The importance of frontline empowerment is no surprise at a second level.  The literature about great companies (Built to Last, In Search of Excellence) identifies a number of excellent company traits that portend Starbucks’ empowerment of the frontlines.

The literature suggests that great companies treat their employees as adults, with respect and trust, and give them a high degree of autonomy.  “They encourage employees to ‘do’ first (and a lot),  ‘analyze’ later and keep what works, in a cycle of ‘try, try again.’ They keep their finger on the pulse of the marketplace by keeping customers close. 

How do these traits translate for Starbucks?  Give your baristas, who work closest to the customer, greater autonomy.  They are your best finger on the pulse of the marketplace.  Encourage them to experiment, and then determine which of their experiments work. The innovations may take off at other locations, too.

That seems to be just what Starbucks is doing.  According to The New York Times, the company is treating its stores as learning laboratories.  Innovations that flourish in one store will be introduced elsewhere. The company is turning to its baristas, instead of just its executives, and discovering some interesting things. For example, coffee tastes are not the same across the country. Northeasterners favor drip coffee and Northwesterners prefer espresso drinks.

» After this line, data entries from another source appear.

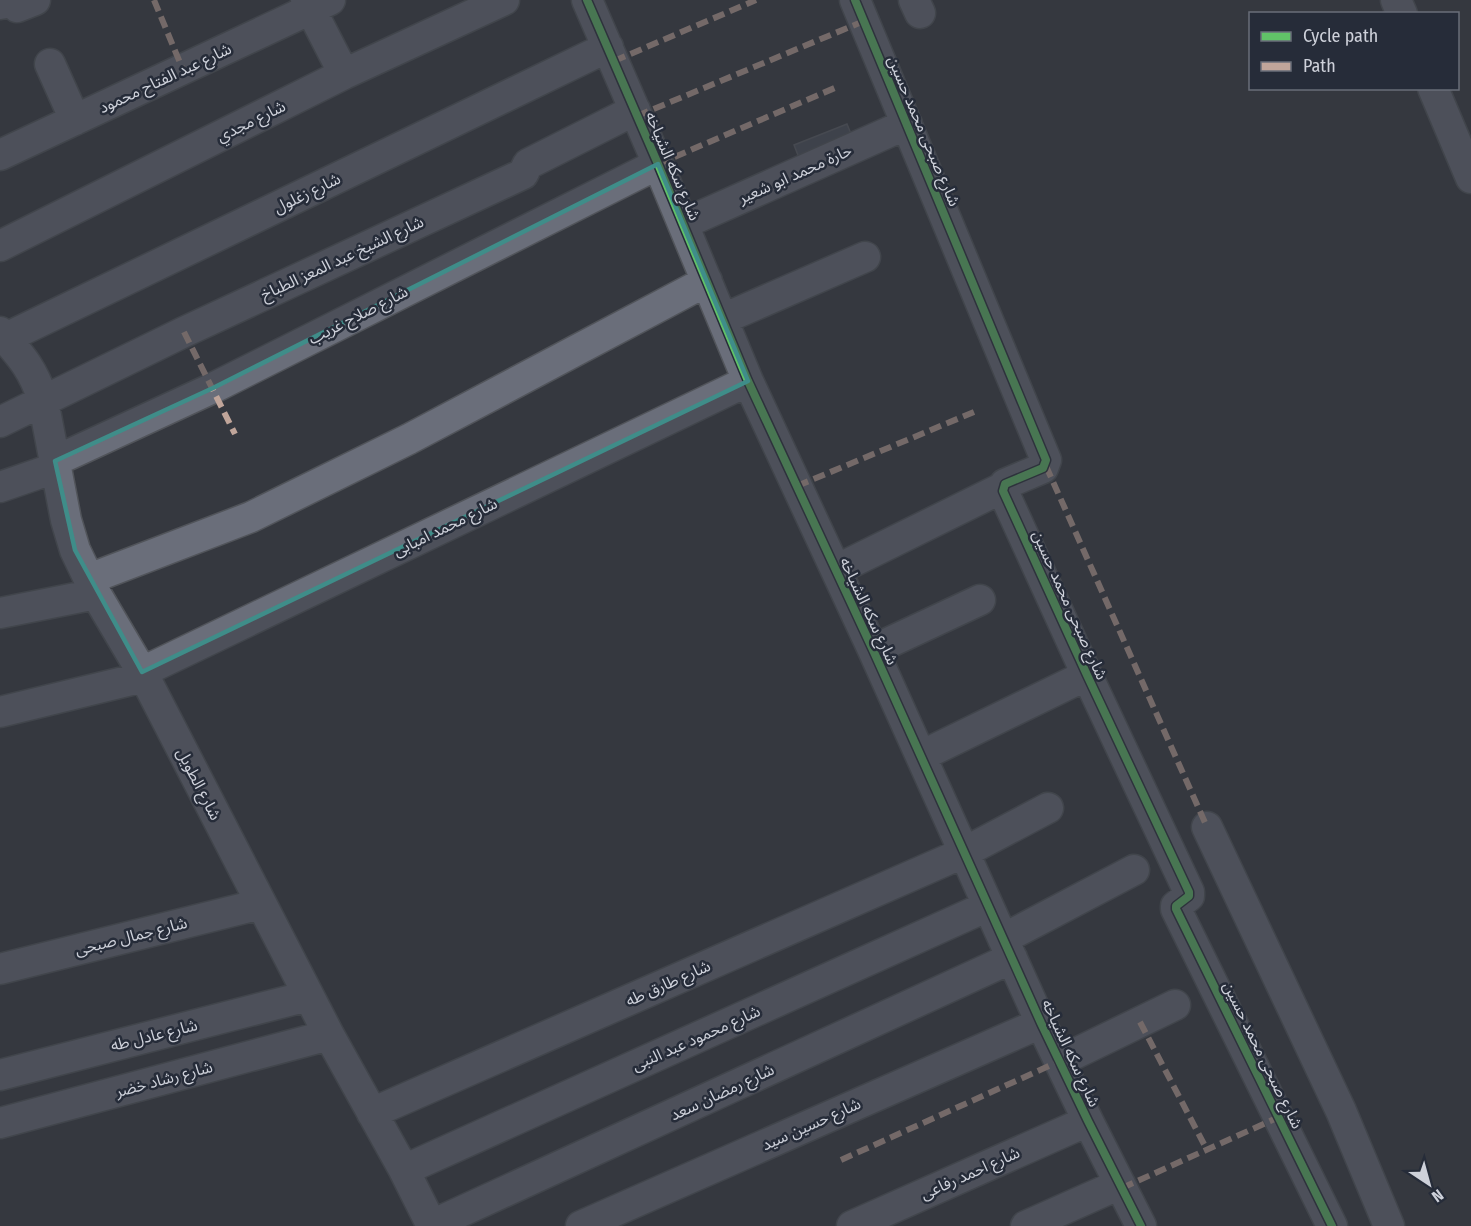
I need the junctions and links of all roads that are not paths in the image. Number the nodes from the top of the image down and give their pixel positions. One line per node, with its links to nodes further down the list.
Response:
1 (35, 0): 6 (street)
2 (504, 0): 9 (street, شارع مجدي)
3 (587, 0): 7 (street, شارع سكه الشياخه)
4 (855, 0): 13 (street, شارع صبحى محمد حسين)
5 (316, 3): 9 (street); 12 (street, شارع عبد الفتاح محمود)
6 (0, 4)
7 (608, 47): 11 (street, شارع سكه الشياخه); 22 (street, شارع زغلول)
8 (50, 64): 12 (street)
9 (344, 74): 18 (street, شارع مجدي)
10 (1434, 90): 16 (street)
11 (635, 110): 15 (street, شارع سكه الشياخه); 24 (street, شارع الشيخ عبد المعز الطباخ)
12 (75, 120): 14 (street, شارع عبد الفتاح محمود)
13 (907, 124): 17 (street, حارة محمد ابو شعير); 28 (street, شارع صبحى محمد حسين)
14 (0, 155)
15 (658, 164): 17 (street, شارع سكه الشياخه); 26 (street, شارع صلاح غريب)
16 (1471, 178)
17 (683, 224): 20 (street, شارع سكه الشياخه)
18 (0, 246)
19 (865, 257): 21 (street)
20 (707, 281): 21 (street, شارع سكه الشياخه); 30 (street)
21 (723, 319): 23 (street, شارع سكه الشياخه)
22 (3, 335): 24 (street, شارع الطويل)
23 (748, 381): 29 (street, شارع سكه الشياخه); 34 (street, شارع محمد امبابى)
24 (44, 400): 25 (street, شارع الشيخ عبد المعز الطباخ); 26 (street, شارع الطويل)
25 (0, 422)
26 (55, 464): 27 (street, شارع صلاح غريب); 30 (street, شارع الطويل)
27 (0, 487)
28 (1004, 487): 29 (street); 35 (street, شارع صبحى محمد حسين)
29 (836, 570): 33 (street, شارع سكه الشياخه)
30 (93, 586): 32 (street); 34 (street, شارع الطويل)
31 (980, 600): 33 (street)
32 (0, 613)
33 (873, 650): 37 (street, شارع سكه الشياخه)
34 (143, 675): 36 (street, شارع محمد امبابى); 42 (street, شارع الطويل)
35 (1087, 675): 37 (street); 62 (street, شارع صبحى محمد حسين)
36 (0, 712)
37 (921, 756): 40 (street, شارع سكه الشياخه)
38 (1048, 808): 40 (street, شارع طارق طه)
39 (1207, 827): 63 (street)
40 (963, 853): 43 (street, شارع سكه الشياخه); 52 (street, شارع طارق طه)
41 (1134, 870): 44 (street, شارع رمضان سعد)
42 (261, 904): 45 (street, شارع جمال صبحى); 46 (street, شارع الطويل)
43 (988, 906): 44 (street, شارع سكه الشياخه); 55 (street, شارع محمود عبد النبى)
44 (1007, 948): 48 (street, شارع سكه الشياخه); 57 (street, شارع رمضان سعد)
45 (0, 969)
46 (308, 996): 49 (street, شارع الطويل); 51 (street, شارع عادل طه)
47 (1175, 1005): 50 (street)
48 (1041, 1023): 50 (street, شارع سكه الشياخه); 58 (street, شارع حسين سيد)
49 (329, 1035): 52 (street, شارع الطويل); 54 (street, شارع رشاد خضر)
50 (1060, 1061): 53 (street, شارع سكه الشياخه)
51 (0, 1075)
52 (372, 1113): 55 (street, شارع الطويل)
53 (1088, 1121): 56 (street, شارع سكه الشياخه); 59 (street, شارع احمد رفاعى)
54 (0, 1123)
55 (404, 1170): 57 (street, شارع الطويل)
56 (1120, 1184): 60 (street); 61 (street, شارع سكه الشياخه)
57 (432, 1226)
58 (581, 1226)
59 (852, 1226)
60 (1026, 1226)
61 (1141, 1226)
62 (1332, 1226)
63 (1389, 1226)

Schultz is right in telling his employees to “do things for yourself.”  That’s the best first step.  But if he wants to optimize the roll-up-your-sleeves, get-things-done, spirit of innovation and entrepreneurship he’s re-unleashing at Starbucks, then he should consider Customer Experience Management (CEM), a technology that enables frontline empowerment and harnesses it to drive company excellence.  And while Starbucks is at it, could it reintroduce locally produced pastries?  That would save me 5 minutes of commuting time (to Peet’s) every morning!